Claude ROUYER, Tu viens avec moi? L'Harmattan, 2010. 21,50 €
Il est plusieurs façons de rendre compte de ce métier de l'ombre dont les actes ne se voient pas au grand jour : éducateur. Soutiers du paquebot de l'intervention sociale les éducateurs ont cependant un mal de chien à rendre lisible ce qu'ils fabriquent, à sortir les mains du cambouis du quotidien pour se faire entendre. Ce n'est pas faute d'essayer. Malheureusement la plupart du temps les écrits de ces professionnels se noient dans la grisaille des rapports d'activité où fleurit la langue de bois. Mais d'aucuns issus du métier, ont tenté l'aventure et fait œuvre de création, sans trop forcer l'imagination, au ras de la réalité vécue.

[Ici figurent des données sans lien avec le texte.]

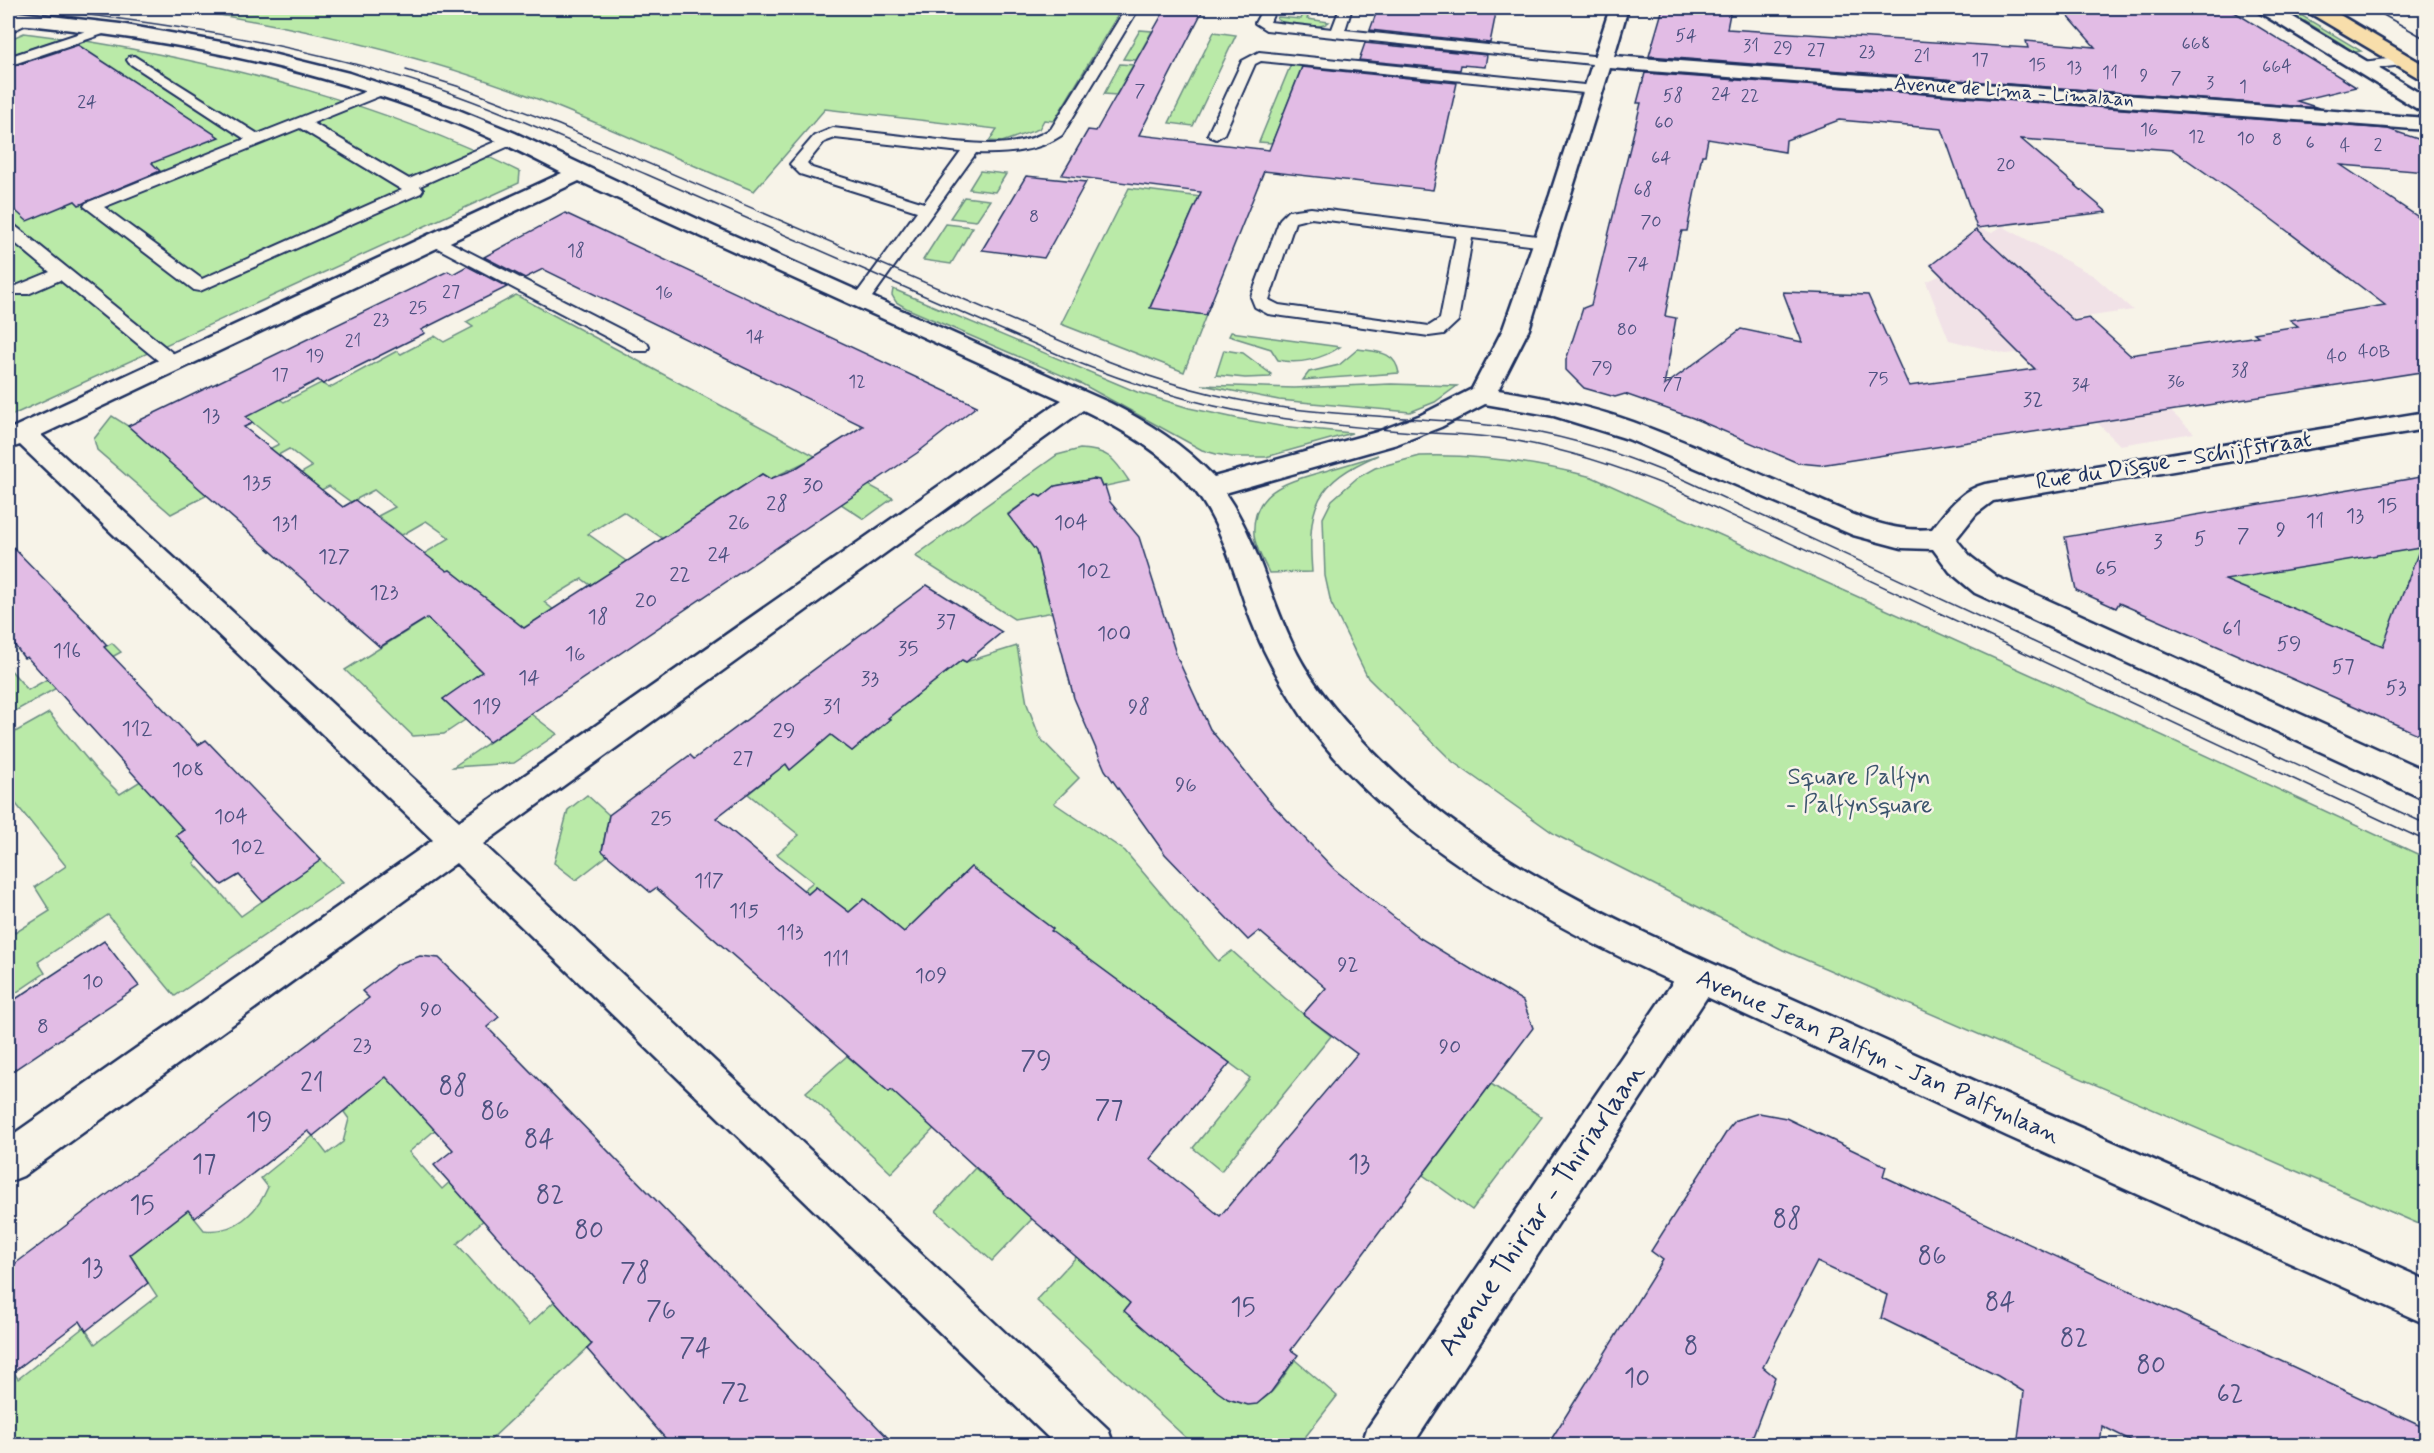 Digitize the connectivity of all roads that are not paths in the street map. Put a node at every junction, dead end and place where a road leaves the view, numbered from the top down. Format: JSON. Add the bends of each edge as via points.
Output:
{"nodes":[{"id":1,"x":1132,"y":8,"type":"edge"},
{"id":2,"x":1269,"y":8,"type":"edge"},
{"id":3,"x":1346,"y":8,"type":"edge"},
{"id":4,"x":1619,"y":8,"type":"edge"},
{"id":5,"x":2266,"y":8,"type":"edge"},
{"id":6,"x":2315,"y":8,"type":"edge"},
{"id":7,"x":17,"y":18,"type":"edge"},
{"id":8,"x":107,"y":28,"type":"junction"},
{"id":9,"x":8,"y":29,"type":"edge"},
{"id":10,"x":1337,"y":34,"type":"junction"},
{"id":11,"x":134,"y":60,"type":"dead end"},
{"id":12,"x":1602,"y":61,"type":"junction"},
{"id":13,"x":2405,"y":61,"type":"junction"},
{"id":14,"x":8,"y":62,"type":"edge"},
{"id":15,"x":2362,"y":66,"type":"junction"},
{"id":16,"x":2427,"y":74,"type":"edge"},
{"id":17,"x":382,"y":90,"type":"junction"},
{"id":18,"x":1593,"y":90,"type":"junction"},
{"id":19,"x":2427,"y":106,"type":"edge"},
{"id":20,"x":302,"y":122,"type":"junction"},
{"id":21,"x":2427,"y":124,"type":"edge"},
{"id":22,"x":1216,"y":134,"type":"dead end"},
{"id":23,"x":506,"y":137,"type":"junction"},
{"id":24,"x":257,"y":140,"type":"junction"},
{"id":25,"x":972,"y":148,"type":"junction"},
{"id":26,"x":579,"y":173,"type":"junction"},
{"id":27,"x":403,"y":183,"type":"junction"},
{"id":28,"x":927,"y":209,"type":"junction"},
{"id":29,"x":8,"y":229,"type":"edge"},
{"id":30,"x":1465,"y":232,"type":"junction"},
{"id":31,"x":436,"y":240,"type":"junction"},
{"id":32,"x":1545,"y":242,"type":"junction"},
{"id":33,"x":62,"y":273,"type":"junction"},
{"id":34,"x":22,"y":290,"type":"dead end"},
{"id":35,"x":861,"y":300,"type":"junction"},
{"id":36,"x":640,"y":347,"type":"dead end"},
{"id":37,"x":173,"y":363,"type":"junction"},
{"id":38,"x":1481,"y":395,"type":"junction"},
{"id":39,"x":1081,"y":399,"type":"junction"},
{"id":40,"x":2427,"y":420,"type":"edge"},
{"id":41,"x":15,"y":437,"type":"edge"},
{"id":42,"x":1209,"y":488,"type":"junction"},
{"id":43,"x":1941,"y":538,"type":"junction"},
{"id":44,"x":2427,"y":786,"type":"edge"},
{"id":45,"x":459,"y":843,"type":"junction"},
{"id":46,"x":1699,"y":976,"type":"junction"},
{"id":47,"x":8,"y":1162,"type":"edge"},
{"id":48,"x":2427,"y":1302,"type":"edge"},
{"id":49,"x":1091,"y":1446,"type":"edge"},
{"id":50,"x":1384,"y":1446,"type":"edge"}],
"edges":[{"from":1,"to":25,"type":"lane","via":[[1057,132],[1014,146]]},
{"from":2,"to":10,"type":"lane","via":[[1264,26]]},
{"from":3,"to":10,"type":"lane"},
{"from":4,"to":12,"type":"street"},
{"from":5,"to":15,"type":"street"},
{"from":6,"to":13,"type":"main road"},
{"from":7,"to":8,"type":"street","name":"Avenue Jean Palfyn - Jan Palfynlaan"},
{"from":7,"to":9,"type":"lane"},
{"from":8,"to":14,"type":"lane"},
{"from":8,"to":17,"type":"street","name":"Avenue Jean Palfyn - Jan Palfynlaan","via":[[269,58]]},
{"from":10,"to":12,"type":"lane"},
{"from":11,"to":24,"type":"lane"},
{"from":12,"to":18,"type":"street"},
{"from":12,"to":21,"type":"street","name":"Avenue de Lima - Limalaan"},
{"from":13,"to":15,"type":"lane"},
{"from":13,"to":16,"type":"main road"},
{"from":15,"to":19,"type":"street"},
{"from":17,"to":20,"type":"lane"},
{"from":17,"to":23,"type":"street","name":"Avenue Jean Palfyn - Jan Palfynlaan"},
{"from":18,"to":22,"type":"lane","via":[[1259,56],[1249,62]]},
{"from":18,"to":32,"type":"street"},
{"from":20,"to":24,"type":"lane"},
{"from":20,"to":27,"type":"lane"},
{"from":23,"to":26,"type":"street","name":"Avenue Jean Palfyn - Jan Palfynlaan"},
{"from":23,"to":27,"type":"lane"},
{"from":24,"to":27,"type":"lane","via":[[92,206],[200,286],[415,190]]},
{"from":25,"to":28,"type":"lane"},
{"from":25,"to":28,"type":"lane","via":[[833,133],[819,139],[798,164],[806,171]]},
{"from":26,"to":31,"type":"street"},
{"from":26,"to":35,"type":"street","name":"Avenue Jean Palfyn - Jan Palfynlaan"},
{"from":28,"to":35,"type":"lane"},
{"from":29,"to":33,"type":"lane"},
{"from":30,"to":30,"type":"lane","via":[[1311,213],[1294,215],[1286,224],[1261,303],[1274,310],[1438,330],[1449,321]]},
{"from":30,"to":32,"type":"lane"},
{"from":31,"to":36,"type":"lane"},
{"from":31,"to":37,"type":"street"},
{"from":32,"to":38,"type":"street","via":[[1516,329]]},
{"from":33,"to":34,"type":"lane"},
{"from":33,"to":37,"type":"lane"},
{"from":35,"to":39,"type":"street","name":"Avenue Jean Palfyn - Jan Palfynlaan"},
{"from":37,"to":41,"type":"street"},
{"from":38,"to":42,"type":"street","via":[[1387,438]]},
{"from":38,"to":43,"type":"street","via":[[1558,408],[1638,433],[1872,531],[1912,539]]},
{"from":39,"to":42,"type":"street","name":"Avenue Jean Palfyn - Jan Palfynlaan","via":[[1148,435],[1186,463]]},
{"from":39,"to":45,"type":"street"},
{"from":40,"to":43,"type":"street","name":"Rue du Disque - Schijfstraat","via":[[1985,493],[1958,514]]},
{"from":41,"to":45,"type":"street"},
{"from":42,"to":46,"type":"street","name":"Avenue Jean Palfyn - Jan Palfynlaan","via":[[1293,675],[1331,728],[1361,761],[1448,837],[1493,869],[1551,904]]},
{"from":43,"to":44,"type":"street","via":[[1972,576],[1986,585]]},
{"from":45,"to":47,"type":"street"},
{"from":45,"to":49,"type":"street"},
{"from":46,"to":48,"type":"street","name":"Avenue Jean Palfyn - Jan Palfynlaan"},
{"from":46,"to":50,"type":"street","name":"Avenue Thiriar - Thiriarlaan"}]}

Ainsi l'ouvrage de mon camarade Jean-François Gomez, Ailleurs. L'institution dans tous ses états paru chez érès dans la collection que j'ai créée « L'éducation spécialisée au quotidien » et que je ne manque pas de conseiller à tout débutant.
Claude ROUYER, lui, est déjà un vieux routard de l'éducation spéciale. Il a usé ses godillots dans la Protection de l'Enfance et exerce aujourd'hui comme formateur et directeur pédagogique dans un centre de formation, après un parcours universitaire où il a obtenu un doctorat en Sciences de l'éducation. Il s'y est lancé à son tour. Son roman Tu viens avec moi? - titre tout fait pour emballer le lecteur! - est ainsi plus vrai que vrai, tant la fiction possède cette vertu de dévoilement. Personnellement, je donnerai toute la littérature scientifique sur l'adolescence pour un poème de Rimbaud; et celle sur l'enfermement pour Jean Genet.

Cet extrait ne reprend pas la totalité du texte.